+++ Data for processing +++

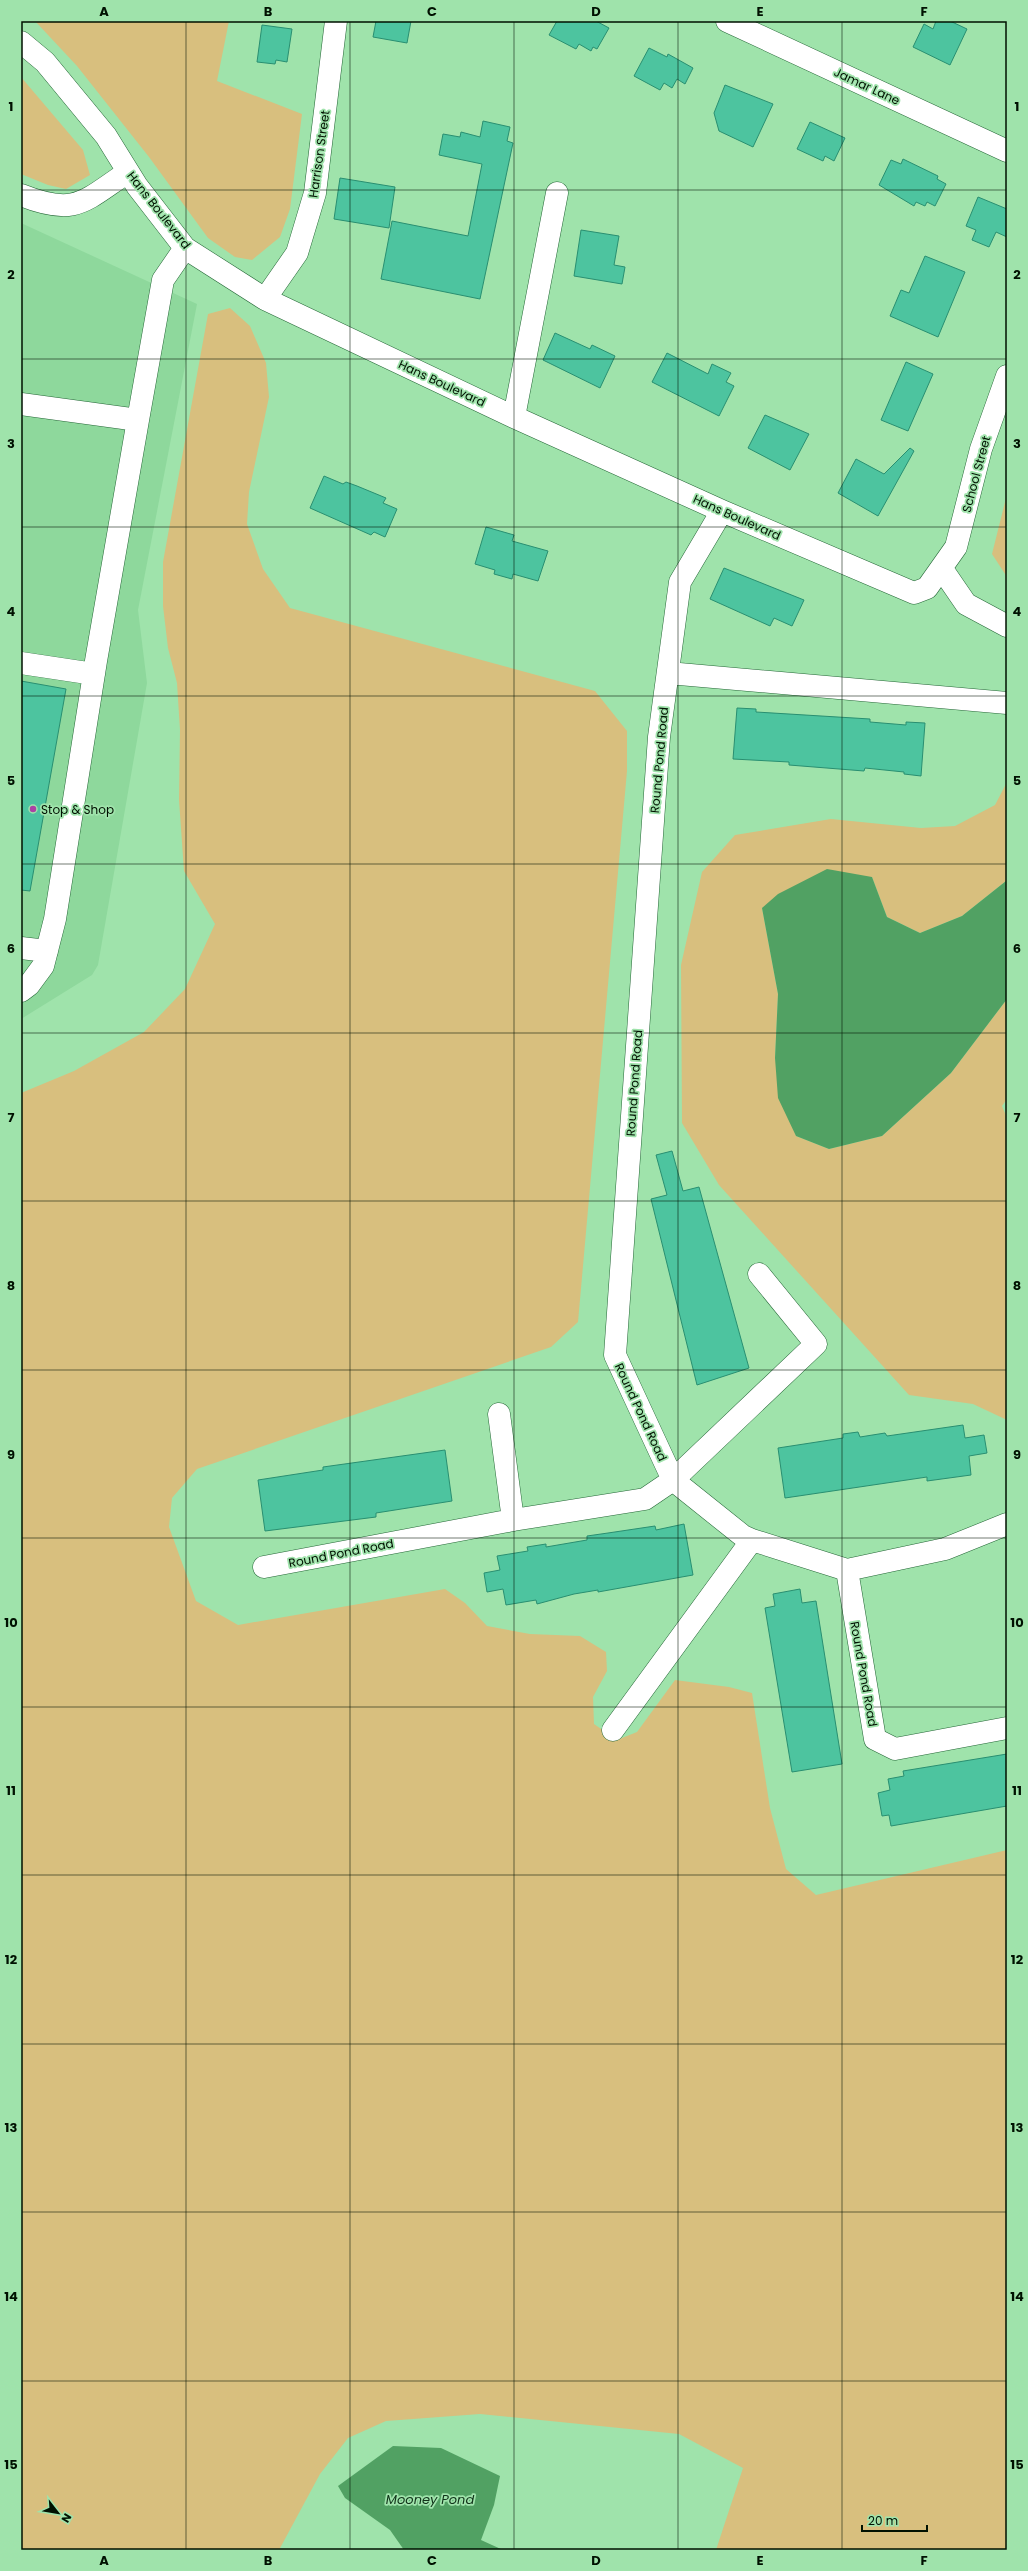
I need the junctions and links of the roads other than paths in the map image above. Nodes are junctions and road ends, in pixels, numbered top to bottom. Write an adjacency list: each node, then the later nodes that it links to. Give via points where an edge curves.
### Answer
1 (336, 21): 9 (street, Harrison Street, via 315,193 297,253)
2 (727, 21): 4 (street, Jamar Lane)
3 (21, 42): 5 (street, Hans Boulevard, via 45,62 106,136)
4 (1007, 151)
5 (128, 172): 7 (street, via 82,203 55,206); 8 (street, Hans Boulevard)
6 (558, 193): 12 (street)
7 (21, 195)
8 (185, 248): 9 (street, Hans Boulevard); 13 (street, via 163,280)
9 (265, 299): 12 (street, Hans Boulevard)
10 (1007, 376): 15 (street, School Street, via 981,449 956,547)
11 (21, 404): 13 (street)
12 (514, 417): 14 (street, Hans Boulevard)
13 (138, 420): 19 (street)
14 (722, 511): 15 (street, Hans Boulevard, via 914,593 927,588); 18 (street, Round Pond Road, via 680,582)
15 (942, 569): 16 (street, via 966,604)
16 (1007, 626)
17 (21, 664): 19 (street)
18 (668, 673): 20 (street); 26 (street, Round Pond Road, via 659,737 615,1355)
19 (94, 674): 22 (street, via 55,919)
20 (1007, 702)
21 (21, 948): 22 (street)
22 (47, 951): 23 (street, via 38,974)
23 (21, 991)
24 (759, 1274): 26 (street, Round Pond Road, via 816,1344)
25 (499, 1414): 27 (street)
26 (673, 1480): 27 (street, Round Pond Road, via 645,1499); 29 (street, Round Pond Road, via 743,1536)
27 (513, 1520): 30 (street, Round Pond Road)
28 (1007, 1524): 31 (street, Round Pond Road, via 945,1549)
29 (752, 1540): 31 (street, Round Pond Road); 33 (street)
30 (264, 1568)
31 (847, 1570): 32 (street, Round Pond Road, via 875,1739 895,1749)
32 (1007, 1728)
33 (613, 1730)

+++

Output the listing above in full, exactly. No images.

I need the junctions and links of the roads other than paths in the map image above. Nodes are junctions and road ends, in pixels, numbered top to bottom. Write an adjacency list: each node, then the later nodes that it links to. Give via points where an edge curves.
### Answer
1 (336, 21): 9 (street, Harrison Street, via 315,193 297,253)
2 (727, 21): 4 (street, Jamar Lane)
3 (21, 42): 5 (street, Hans Boulevard, via 45,62 106,136)
4 (1007, 151)
5 (128, 172): 7 (street, via 82,203 55,206); 8 (street, Hans Boulevard)
6 (558, 193): 12 (street)
7 (21, 195)
8 (185, 248): 9 (street, Hans Boulevard); 13 (street, via 163,280)
9 (265, 299): 12 (street, Hans Boulevard)
10 (1007, 376): 15 (street, School Street, via 981,449 956,547)
11 (21, 404): 13 (street)
12 (514, 417): 14 (street, Hans Boulevard)
13 (138, 420): 19 (street)
14 (722, 511): 15 (street, Hans Boulevard, via 914,593 927,588); 18 (street, Round Pond Road, via 680,582)
15 (942, 569): 16 (street, via 966,604)
16 (1007, 626)
17 (21, 664): 19 (street)
18 (668, 673): 20 (street); 26 (street, Round Pond Road, via 659,737 615,1355)
19 (94, 674): 22 (street, via 55,919)
20 (1007, 702)
21 (21, 948): 22 (street)
22 (47, 951): 23 (street, via 38,974)
23 (21, 991)
24 (759, 1274): 26 (street, Round Pond Road, via 816,1344)
25 (499, 1414): 27 (street)
26 (673, 1480): 27 (street, Round Pond Road, via 645,1499); 29 (street, Round Pond Road, via 743,1536)
27 (513, 1520): 30 (street, Round Pond Road)
28 (1007, 1524): 31 (street, Round Pond Road, via 945,1549)
29 (752, 1540): 31 (street, Round Pond Road); 33 (street)
30 (264, 1568)
31 (847, 1570): 32 (street, Round Pond Road, via 875,1739 895,1749)
32 (1007, 1728)
33 (613, 1730)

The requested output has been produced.